Subsequent Icknield headteacher Marilyn Jones retired in July 2009 after leading the school for ten years. She said, "I have had a fantastic ten years at Icknield Walk, and there are lots of people to thank for that – parents, staff, governors, PTA committees and most of all the children. What I am going to do with my days in September is still a mystery to me but I will think of everyone at the school fondly and there will be a big hole in my life that was once Icknield".

Icknield Walk First School's current headteacher is Jane Sherwood, who has been in post since September 2009.

== Awards and achievements==
In June 2011, Icknield Walk First School's tennis team reached the County Finals of the Hertfordshire Schools Partnership Mini-Tennis competition.

The school's most recent inspection by Ofsted, the inspection and regulation body for schools in England, took place in July 2014. The subsequent report assessed the school as 'Outstanding'. At the start of the 2014/15 school year, the school held a special activity afternoon, with a bouncy castle and ice lollies, so that its pupils could celebrate the achievement. Headteacher Jane Sherwood said: "We are particularly pleased to achieve an outstanding grade in all areas – this is particularly difficult under the current inspection framework. […] The activity afternoon is our way of saying thank you and well done to the children who work hard and always try their best, behave so well and are rightly proud to belong to our school." Icknield Walk's previous full Ofsted inspection in 2009 had concluded that overall, "This is a good and improving school. Pupils progress well and often attain standards that are above average in English, mathematics and science by the time they leave the school". A subsequent interim assessment in 2012 concluded, "the school's performance has been sustained and that we can defer its next full inspection".

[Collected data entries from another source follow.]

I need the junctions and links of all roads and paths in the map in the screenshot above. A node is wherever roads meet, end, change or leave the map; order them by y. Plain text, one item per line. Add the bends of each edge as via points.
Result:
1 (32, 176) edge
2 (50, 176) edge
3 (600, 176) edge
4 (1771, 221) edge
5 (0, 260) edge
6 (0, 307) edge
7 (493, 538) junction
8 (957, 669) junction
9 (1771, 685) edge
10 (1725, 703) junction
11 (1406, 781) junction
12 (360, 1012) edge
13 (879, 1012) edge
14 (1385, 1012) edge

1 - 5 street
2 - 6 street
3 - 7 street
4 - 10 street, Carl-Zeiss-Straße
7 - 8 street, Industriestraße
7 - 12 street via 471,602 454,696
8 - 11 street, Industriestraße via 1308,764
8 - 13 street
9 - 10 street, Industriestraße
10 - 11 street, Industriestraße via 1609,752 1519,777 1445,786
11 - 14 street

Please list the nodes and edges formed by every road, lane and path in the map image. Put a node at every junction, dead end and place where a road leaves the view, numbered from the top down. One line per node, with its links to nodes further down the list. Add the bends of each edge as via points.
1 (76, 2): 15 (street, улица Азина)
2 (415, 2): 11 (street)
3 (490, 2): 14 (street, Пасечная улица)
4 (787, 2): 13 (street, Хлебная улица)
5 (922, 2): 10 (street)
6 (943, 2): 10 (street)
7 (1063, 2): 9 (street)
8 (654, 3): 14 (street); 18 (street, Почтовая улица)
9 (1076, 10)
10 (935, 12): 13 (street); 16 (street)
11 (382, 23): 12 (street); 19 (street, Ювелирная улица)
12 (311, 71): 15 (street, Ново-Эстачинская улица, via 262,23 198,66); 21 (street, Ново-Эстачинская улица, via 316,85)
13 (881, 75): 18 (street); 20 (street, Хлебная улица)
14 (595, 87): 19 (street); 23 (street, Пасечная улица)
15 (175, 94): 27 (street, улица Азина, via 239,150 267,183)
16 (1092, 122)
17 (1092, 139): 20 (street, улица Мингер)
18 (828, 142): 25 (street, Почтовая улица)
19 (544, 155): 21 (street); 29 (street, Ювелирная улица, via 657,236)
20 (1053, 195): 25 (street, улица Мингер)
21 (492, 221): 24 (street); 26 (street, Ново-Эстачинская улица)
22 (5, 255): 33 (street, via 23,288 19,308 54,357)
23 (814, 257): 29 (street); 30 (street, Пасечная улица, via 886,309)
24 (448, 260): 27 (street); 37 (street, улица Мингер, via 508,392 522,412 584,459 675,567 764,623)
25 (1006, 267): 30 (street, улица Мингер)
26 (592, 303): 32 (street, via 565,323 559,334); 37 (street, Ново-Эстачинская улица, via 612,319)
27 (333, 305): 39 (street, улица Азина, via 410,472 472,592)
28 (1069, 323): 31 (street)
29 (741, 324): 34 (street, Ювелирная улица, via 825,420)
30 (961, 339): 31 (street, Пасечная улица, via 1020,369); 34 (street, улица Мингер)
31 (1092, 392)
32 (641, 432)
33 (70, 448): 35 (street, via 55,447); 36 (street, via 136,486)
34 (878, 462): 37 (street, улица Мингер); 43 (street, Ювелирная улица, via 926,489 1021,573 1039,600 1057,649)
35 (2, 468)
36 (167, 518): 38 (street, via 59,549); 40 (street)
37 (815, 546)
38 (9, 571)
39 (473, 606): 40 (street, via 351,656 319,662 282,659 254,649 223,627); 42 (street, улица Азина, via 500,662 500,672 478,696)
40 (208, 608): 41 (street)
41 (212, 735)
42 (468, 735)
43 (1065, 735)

In July 2015, Icknield Walk First School won first place in the Royston in Bloom 'Grow a Menu' competition. Reporting the victory in The Royston Crow, reporter Rebecca Day noted the judges "were 'highly impressed' by the school's enthusiasm and determination to continue vegetable gardening in the future. The pupils plans to use produce grown in the gardens in school meals and projects."

In October 2015, the school was given a Silver Mark Award as part of the Sainsbury's School Games scheme.

==Notable pupils and staff==
Notable former pupils of Icknield Walk First School include:
- Robin Belfield, former National Theatre Staff Director.

Notable former staff of the school include:
- Irene Cranwell, Britain's oldest regular broadcaster, was heard on BBC Radio Cambridgeshire for twenty-one years until very shortly before her 100th birthday.
- Jo Moxham (née Zinzan), a former captain of the England netball team and bronze medallist at both the 1998 Commonwealth Games and 1999 World Championships, taught PE at the school.